2D and 3D quantum rotors in a crystal field: critical points, metastability, and reentrance

TL;DR

This paper reviews models of coupled quantum rotors with dipolar and quadrupolar potentials, focusing on reentrant phase transitions, entropy anomalies, and the effects of crystal fields on phase diagrams in two and three dimensions.

Contribution

It provides a comprehensive analysis of reentrant phase transitions and metastability in quantum rotor models, including the impact of crystal fields on phase behavior.

Findings

Reentrant phase transitions occur in both 2D and 3D rotor models.

Entropy anomalies are present regardless of phase transition occurrence.

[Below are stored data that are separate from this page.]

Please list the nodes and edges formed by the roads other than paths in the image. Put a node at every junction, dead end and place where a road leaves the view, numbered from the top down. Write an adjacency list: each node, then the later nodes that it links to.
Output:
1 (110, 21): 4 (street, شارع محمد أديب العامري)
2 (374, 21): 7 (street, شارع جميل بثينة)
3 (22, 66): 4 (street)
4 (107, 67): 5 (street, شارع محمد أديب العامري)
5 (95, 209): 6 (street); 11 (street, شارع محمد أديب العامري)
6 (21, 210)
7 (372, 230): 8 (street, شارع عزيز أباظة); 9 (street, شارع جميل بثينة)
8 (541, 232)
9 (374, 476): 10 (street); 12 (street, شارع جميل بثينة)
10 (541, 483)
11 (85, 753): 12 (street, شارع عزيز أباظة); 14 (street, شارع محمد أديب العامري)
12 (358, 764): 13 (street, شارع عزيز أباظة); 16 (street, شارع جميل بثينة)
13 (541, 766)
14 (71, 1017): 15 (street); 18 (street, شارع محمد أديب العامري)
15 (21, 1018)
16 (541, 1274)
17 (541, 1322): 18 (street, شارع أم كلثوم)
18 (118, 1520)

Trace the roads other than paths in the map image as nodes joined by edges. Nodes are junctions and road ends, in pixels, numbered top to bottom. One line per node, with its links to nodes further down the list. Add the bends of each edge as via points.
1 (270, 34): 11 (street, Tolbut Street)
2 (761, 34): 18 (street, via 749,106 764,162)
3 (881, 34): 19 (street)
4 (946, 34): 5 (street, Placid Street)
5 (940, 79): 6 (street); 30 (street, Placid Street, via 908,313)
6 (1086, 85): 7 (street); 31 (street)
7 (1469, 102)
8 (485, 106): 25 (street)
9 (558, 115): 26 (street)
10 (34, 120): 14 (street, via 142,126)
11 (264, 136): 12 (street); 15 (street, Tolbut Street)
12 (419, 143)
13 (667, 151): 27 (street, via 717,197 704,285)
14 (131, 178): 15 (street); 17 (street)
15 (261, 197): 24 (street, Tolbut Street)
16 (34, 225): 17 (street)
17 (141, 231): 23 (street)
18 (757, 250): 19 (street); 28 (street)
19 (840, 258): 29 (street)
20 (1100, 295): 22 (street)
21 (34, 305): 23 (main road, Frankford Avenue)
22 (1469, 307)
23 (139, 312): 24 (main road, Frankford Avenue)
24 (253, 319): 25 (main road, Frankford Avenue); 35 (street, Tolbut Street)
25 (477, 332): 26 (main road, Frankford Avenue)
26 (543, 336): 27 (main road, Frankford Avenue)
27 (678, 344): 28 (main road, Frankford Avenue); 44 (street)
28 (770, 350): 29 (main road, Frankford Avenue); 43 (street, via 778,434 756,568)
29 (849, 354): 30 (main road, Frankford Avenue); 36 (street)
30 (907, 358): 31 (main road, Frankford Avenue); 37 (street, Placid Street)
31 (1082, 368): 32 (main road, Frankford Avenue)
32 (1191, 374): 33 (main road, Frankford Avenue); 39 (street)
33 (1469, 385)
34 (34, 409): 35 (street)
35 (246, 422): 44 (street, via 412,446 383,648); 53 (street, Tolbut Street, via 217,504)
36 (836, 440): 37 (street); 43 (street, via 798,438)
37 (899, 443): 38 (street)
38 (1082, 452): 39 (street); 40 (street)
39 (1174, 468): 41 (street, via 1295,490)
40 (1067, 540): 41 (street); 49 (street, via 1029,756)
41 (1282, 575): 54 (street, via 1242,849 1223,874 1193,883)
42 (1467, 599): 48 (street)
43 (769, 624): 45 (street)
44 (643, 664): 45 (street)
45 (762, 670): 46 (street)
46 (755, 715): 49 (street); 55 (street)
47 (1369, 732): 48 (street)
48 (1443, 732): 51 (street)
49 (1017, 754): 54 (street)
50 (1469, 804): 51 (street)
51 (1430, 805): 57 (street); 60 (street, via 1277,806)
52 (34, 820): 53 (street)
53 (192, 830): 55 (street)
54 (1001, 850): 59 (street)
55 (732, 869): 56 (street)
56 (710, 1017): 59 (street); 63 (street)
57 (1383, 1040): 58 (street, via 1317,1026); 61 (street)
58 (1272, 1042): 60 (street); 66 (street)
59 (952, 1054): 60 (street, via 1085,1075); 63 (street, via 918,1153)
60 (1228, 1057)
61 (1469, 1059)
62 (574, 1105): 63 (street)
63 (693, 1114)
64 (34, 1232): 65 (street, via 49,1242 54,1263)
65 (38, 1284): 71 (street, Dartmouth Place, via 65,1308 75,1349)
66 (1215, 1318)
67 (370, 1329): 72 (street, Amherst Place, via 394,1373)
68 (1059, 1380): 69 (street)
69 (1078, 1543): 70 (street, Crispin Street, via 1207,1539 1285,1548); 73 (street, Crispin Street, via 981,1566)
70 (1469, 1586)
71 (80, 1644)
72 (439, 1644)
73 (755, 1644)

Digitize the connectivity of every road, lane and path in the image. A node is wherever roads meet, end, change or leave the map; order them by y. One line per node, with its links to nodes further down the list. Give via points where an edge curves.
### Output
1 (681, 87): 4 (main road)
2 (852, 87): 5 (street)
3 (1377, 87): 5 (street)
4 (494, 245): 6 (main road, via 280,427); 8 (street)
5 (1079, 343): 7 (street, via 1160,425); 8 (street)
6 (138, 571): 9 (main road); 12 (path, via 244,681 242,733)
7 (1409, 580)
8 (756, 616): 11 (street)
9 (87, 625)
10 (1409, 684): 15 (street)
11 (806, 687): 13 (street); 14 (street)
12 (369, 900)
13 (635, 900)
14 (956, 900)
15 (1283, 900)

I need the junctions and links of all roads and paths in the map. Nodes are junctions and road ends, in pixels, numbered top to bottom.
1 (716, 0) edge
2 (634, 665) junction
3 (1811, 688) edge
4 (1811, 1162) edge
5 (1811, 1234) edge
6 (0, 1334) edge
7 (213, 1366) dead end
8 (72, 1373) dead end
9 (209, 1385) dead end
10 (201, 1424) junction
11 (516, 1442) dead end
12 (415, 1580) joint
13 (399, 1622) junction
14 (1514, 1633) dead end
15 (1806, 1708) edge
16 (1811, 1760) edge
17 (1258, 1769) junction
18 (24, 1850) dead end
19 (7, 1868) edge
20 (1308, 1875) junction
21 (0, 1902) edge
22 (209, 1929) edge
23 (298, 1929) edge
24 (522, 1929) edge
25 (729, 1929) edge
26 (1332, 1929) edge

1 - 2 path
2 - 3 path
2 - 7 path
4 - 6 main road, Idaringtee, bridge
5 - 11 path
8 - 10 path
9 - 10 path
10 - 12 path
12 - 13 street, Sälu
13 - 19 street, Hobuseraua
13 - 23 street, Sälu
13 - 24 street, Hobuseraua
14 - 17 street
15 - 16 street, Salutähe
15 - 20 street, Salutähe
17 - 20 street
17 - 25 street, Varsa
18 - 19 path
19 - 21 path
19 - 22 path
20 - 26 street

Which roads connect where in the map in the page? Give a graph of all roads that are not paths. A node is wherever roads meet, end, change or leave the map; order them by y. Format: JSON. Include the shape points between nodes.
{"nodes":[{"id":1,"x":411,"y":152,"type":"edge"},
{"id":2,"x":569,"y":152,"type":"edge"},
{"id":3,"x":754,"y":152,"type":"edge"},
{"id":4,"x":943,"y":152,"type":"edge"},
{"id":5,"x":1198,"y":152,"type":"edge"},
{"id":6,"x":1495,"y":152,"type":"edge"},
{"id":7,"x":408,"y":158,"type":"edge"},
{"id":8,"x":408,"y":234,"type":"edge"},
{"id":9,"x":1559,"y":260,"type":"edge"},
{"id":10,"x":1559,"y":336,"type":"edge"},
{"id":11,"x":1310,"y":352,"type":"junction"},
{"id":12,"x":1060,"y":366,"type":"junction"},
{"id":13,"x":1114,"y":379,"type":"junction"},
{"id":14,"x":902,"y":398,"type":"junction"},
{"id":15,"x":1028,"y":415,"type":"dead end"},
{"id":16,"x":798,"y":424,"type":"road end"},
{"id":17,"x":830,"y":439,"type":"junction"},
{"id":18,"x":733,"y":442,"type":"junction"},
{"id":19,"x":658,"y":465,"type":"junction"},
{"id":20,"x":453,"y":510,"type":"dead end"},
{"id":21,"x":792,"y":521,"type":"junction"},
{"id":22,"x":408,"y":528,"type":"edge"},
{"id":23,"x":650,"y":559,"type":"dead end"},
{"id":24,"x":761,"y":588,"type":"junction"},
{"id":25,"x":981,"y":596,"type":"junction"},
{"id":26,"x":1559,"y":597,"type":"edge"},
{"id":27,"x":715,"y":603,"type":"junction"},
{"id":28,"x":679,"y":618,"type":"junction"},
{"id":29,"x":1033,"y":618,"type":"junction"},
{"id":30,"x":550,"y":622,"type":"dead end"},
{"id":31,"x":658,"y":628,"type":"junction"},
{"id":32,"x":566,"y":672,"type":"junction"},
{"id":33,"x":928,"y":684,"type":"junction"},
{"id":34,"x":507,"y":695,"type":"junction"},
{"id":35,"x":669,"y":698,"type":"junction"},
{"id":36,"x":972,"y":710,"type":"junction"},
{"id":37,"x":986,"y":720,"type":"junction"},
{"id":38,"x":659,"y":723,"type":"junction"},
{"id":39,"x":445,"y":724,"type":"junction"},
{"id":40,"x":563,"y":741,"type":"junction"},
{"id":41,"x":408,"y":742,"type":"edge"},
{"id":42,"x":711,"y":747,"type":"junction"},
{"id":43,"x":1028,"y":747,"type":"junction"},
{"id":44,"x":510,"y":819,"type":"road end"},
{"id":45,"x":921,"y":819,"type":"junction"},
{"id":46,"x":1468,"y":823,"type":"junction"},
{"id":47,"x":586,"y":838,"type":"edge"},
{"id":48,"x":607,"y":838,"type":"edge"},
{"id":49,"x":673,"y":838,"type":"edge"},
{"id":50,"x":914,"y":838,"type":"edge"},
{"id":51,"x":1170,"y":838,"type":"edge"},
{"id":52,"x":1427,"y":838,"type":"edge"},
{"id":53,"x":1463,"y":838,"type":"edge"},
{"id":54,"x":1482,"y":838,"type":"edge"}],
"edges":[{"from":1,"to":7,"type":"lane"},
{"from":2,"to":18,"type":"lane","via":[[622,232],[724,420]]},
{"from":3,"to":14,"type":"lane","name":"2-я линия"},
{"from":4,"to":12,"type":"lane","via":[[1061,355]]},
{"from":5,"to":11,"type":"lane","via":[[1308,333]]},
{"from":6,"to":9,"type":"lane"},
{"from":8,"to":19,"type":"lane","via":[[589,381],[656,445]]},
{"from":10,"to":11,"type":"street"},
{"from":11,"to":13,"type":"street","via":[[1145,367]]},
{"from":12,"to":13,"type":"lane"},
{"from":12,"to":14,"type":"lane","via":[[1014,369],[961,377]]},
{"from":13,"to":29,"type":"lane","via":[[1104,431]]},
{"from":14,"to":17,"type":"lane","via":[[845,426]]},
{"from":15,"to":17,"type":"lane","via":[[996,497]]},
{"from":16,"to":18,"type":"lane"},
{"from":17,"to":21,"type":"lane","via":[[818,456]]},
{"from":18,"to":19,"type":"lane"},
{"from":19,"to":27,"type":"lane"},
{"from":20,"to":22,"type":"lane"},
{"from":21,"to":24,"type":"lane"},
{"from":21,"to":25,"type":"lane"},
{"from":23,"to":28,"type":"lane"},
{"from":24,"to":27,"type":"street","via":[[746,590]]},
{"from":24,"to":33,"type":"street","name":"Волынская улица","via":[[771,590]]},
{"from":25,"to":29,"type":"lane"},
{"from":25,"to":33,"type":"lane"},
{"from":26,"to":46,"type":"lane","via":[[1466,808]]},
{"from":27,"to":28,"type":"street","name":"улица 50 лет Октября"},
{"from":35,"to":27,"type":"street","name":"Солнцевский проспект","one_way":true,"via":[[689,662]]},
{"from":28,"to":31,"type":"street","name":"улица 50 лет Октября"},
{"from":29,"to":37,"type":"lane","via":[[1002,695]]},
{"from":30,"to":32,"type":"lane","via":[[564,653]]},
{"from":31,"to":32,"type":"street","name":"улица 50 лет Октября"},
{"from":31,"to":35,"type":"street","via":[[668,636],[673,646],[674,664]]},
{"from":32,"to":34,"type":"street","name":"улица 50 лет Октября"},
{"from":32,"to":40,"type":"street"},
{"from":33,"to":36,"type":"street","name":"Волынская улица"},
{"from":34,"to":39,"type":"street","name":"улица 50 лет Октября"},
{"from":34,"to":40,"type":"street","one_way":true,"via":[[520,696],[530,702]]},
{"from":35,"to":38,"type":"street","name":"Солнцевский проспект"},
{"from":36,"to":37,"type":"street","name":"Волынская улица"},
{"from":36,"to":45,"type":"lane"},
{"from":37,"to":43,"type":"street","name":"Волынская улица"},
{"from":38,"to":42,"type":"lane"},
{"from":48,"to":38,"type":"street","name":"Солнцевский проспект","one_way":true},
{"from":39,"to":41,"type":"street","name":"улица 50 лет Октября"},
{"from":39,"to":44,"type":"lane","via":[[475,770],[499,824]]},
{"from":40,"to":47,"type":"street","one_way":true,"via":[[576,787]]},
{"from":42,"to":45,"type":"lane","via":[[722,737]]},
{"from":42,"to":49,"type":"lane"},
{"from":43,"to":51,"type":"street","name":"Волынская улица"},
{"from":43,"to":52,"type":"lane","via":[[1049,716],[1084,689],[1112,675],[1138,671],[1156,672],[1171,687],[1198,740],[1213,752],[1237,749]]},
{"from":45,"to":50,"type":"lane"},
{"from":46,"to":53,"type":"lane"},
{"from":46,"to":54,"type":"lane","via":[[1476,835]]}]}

Crystal fields can suppress phase transitions and influence metastable states.

Abstract

An overview of results of models of coupled quantum rotors is presented. We focus on rotors with dipolar and quadrupolar potentials in two and three dimensions, potentials which correspond to approximate descriptions of real molecules adsorbed on surfaces and in the solid phase. Particular emphasis is placed on the anomalous reentrant phase transition which occurs in both two and three-dimensional systems. The anomalous behaviour of the entropy, which accompanies the reentrant phase transition, is also analyzed and is shown to be present regardless if a phase transition is present or not. Finally, the effects of the crystal field on the phase diagrams are also investigated. In two-dimensions the crystal field causes the disappearance of the phase transition, and ordering takes place via a continuous increase in the value of the order parameter. This is also true in three dimensions for the dipolar potential. For the quadrupolar potential in three dimensions turning on the crystal field leads to the appearance of critical points where the phase transition ceases, and ordering occurs via a continuous increase in the order parameter. As the crystal field is increased the range of the coupling constant over which metastable states are found decreases.